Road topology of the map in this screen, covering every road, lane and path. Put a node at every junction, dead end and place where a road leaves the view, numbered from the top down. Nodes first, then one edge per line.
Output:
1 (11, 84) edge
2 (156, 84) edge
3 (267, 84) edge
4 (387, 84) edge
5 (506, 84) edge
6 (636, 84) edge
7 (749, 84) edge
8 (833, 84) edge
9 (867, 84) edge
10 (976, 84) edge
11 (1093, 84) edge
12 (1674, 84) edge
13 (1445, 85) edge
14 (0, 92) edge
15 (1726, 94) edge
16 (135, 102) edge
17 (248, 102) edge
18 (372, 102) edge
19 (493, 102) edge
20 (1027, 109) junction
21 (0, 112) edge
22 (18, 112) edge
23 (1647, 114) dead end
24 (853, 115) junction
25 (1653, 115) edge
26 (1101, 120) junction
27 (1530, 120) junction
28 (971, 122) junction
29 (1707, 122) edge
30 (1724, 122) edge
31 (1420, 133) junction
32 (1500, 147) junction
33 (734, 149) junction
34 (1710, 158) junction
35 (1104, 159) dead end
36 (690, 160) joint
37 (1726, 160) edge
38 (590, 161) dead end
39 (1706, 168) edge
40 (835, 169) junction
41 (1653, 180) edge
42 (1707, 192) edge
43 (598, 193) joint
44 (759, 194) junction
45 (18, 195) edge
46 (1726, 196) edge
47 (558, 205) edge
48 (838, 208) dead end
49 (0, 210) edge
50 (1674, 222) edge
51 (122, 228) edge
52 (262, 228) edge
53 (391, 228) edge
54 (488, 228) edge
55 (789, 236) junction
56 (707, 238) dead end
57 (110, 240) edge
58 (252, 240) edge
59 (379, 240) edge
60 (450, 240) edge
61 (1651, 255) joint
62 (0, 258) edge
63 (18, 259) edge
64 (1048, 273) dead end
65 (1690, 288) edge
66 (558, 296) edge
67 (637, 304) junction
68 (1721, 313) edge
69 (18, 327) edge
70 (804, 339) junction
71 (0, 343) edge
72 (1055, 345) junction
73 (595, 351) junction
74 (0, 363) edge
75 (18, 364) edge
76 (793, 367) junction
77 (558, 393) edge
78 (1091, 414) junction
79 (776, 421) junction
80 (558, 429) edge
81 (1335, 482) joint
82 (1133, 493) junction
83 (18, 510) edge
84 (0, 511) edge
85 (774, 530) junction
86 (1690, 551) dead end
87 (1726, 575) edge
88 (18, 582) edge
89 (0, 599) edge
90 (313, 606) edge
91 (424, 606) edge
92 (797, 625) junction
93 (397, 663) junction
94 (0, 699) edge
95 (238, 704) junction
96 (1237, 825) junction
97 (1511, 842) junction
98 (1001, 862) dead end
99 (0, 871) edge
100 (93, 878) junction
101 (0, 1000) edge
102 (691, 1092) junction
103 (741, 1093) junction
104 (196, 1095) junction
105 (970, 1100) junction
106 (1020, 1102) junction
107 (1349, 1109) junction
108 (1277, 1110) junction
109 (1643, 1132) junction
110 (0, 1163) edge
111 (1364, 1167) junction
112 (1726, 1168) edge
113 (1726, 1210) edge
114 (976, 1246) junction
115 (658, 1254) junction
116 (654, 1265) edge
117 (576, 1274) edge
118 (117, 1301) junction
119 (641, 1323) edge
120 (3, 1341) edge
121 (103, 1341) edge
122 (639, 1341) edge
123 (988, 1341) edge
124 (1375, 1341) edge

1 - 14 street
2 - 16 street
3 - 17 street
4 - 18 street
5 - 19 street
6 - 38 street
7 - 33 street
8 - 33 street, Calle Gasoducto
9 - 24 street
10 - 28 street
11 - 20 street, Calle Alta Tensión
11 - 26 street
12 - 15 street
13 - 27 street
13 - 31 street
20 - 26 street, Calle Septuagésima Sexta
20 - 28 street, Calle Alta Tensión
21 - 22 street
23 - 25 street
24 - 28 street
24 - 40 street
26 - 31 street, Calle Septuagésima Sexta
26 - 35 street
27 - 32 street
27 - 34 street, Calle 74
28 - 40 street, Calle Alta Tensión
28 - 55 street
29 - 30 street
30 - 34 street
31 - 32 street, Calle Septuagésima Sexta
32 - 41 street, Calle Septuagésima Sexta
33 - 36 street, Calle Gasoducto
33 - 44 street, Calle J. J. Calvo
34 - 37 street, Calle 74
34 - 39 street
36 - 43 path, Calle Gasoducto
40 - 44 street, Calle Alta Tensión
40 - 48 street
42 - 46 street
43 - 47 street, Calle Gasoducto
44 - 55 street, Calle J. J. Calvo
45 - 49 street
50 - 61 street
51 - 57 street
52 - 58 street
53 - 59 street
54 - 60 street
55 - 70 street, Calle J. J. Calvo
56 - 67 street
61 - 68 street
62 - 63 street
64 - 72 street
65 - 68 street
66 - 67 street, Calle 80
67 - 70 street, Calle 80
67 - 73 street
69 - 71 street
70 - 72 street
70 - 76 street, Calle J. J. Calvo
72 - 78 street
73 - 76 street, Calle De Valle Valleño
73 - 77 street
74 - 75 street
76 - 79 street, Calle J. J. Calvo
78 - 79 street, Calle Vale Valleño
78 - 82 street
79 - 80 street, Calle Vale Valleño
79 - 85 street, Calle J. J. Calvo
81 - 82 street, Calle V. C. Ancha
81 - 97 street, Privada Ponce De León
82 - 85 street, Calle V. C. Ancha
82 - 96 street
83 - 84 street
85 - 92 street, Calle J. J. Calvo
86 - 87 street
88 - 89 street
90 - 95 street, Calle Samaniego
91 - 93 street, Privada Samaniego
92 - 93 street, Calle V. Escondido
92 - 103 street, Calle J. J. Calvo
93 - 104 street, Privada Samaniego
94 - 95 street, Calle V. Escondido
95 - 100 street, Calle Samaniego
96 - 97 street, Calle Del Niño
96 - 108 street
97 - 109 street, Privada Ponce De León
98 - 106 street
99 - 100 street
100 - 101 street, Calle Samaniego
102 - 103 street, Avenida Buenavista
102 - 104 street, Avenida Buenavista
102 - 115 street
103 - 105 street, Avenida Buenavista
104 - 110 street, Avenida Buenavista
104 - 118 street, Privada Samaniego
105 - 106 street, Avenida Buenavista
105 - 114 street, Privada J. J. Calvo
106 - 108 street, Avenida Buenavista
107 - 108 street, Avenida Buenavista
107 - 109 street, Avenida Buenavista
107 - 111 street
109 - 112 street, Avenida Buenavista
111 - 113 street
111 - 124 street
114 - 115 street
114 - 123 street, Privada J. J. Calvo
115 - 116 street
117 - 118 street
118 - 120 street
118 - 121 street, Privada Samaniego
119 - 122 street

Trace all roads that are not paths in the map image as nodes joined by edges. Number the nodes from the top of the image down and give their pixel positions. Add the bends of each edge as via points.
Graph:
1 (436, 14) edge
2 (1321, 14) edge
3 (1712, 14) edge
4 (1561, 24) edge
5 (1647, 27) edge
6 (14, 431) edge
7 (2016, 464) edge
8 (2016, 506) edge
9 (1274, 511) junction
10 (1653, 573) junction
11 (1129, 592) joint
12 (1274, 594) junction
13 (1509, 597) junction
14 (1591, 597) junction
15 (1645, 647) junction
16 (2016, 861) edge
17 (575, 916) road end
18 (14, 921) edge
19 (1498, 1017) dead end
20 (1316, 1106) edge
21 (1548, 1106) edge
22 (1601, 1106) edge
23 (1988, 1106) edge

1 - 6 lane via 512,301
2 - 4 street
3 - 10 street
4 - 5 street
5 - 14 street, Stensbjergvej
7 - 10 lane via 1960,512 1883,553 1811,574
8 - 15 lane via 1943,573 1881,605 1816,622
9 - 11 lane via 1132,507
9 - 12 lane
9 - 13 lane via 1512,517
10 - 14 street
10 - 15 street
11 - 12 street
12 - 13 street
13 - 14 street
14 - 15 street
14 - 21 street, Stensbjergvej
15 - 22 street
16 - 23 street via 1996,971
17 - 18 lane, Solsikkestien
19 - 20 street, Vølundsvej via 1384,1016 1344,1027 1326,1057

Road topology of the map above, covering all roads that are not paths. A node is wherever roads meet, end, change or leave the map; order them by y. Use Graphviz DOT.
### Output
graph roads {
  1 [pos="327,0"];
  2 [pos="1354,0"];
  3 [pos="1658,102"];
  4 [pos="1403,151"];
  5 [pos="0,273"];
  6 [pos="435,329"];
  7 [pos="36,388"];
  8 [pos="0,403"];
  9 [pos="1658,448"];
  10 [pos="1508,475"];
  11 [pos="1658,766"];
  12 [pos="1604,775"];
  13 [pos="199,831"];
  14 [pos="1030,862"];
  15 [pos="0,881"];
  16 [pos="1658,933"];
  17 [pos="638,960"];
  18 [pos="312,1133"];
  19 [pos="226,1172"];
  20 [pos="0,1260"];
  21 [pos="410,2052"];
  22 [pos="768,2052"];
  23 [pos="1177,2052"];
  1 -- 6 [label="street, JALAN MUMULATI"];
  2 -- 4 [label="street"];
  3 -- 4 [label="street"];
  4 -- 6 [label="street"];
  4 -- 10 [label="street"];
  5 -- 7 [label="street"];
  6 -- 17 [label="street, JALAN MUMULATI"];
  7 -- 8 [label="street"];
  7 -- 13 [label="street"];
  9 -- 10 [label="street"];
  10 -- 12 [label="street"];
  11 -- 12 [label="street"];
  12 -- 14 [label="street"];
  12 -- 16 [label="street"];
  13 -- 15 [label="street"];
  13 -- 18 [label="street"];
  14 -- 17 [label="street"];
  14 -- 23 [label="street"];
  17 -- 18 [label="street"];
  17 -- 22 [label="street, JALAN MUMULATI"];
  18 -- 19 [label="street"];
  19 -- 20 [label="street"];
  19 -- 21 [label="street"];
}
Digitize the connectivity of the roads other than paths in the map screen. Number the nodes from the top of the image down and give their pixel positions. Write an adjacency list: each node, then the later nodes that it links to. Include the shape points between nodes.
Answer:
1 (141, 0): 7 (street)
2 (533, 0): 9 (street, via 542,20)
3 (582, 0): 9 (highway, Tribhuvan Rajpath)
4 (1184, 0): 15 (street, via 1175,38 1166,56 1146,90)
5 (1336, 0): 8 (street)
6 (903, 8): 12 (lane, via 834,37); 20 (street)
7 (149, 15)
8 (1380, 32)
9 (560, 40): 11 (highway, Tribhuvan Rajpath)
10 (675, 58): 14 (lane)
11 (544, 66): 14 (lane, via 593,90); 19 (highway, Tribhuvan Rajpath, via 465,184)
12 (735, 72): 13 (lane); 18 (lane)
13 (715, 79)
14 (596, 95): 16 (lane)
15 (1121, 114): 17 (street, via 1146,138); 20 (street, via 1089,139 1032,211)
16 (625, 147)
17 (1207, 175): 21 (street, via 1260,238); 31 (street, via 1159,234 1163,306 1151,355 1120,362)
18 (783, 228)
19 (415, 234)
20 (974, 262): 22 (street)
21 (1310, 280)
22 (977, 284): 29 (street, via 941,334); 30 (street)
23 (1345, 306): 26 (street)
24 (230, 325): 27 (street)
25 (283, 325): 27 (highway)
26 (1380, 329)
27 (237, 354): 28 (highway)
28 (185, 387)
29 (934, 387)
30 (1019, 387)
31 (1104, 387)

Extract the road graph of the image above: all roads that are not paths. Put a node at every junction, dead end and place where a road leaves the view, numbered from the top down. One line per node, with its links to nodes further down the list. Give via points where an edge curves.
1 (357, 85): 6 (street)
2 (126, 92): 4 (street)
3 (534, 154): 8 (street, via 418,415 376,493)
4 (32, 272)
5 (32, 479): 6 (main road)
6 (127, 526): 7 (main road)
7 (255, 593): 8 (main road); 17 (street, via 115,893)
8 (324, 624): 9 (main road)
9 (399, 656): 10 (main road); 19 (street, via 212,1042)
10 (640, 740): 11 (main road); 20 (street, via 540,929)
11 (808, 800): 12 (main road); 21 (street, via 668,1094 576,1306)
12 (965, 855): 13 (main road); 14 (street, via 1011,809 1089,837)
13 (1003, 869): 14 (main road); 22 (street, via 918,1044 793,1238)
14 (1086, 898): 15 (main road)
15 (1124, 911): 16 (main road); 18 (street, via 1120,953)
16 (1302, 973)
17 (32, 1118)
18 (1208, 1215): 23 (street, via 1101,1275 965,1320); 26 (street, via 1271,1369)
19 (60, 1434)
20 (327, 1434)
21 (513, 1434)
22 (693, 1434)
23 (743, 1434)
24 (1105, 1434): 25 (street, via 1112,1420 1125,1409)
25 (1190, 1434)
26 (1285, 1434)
---+---
**EXERCISE BRIEF**.
Sift the material for lines that include the word "Buenavista", and copy each one.

**ANSWER TO THIS PROBLEM**.
102 - 103 street, Avenida Buenavista
102 - 104 street, Avenida Buenavista
103 - 105 street, Avenida Buenavista
104 - 110 street, Avenida Buenavista
105 - 106 street, Avenida Buenavista
106 - 108 street, Avenida Buenavista
107 - 108 street, Avenida Buenavista
107 - 109 street, Avenida Buenavista
109 - 112 street, Avenida Buenavista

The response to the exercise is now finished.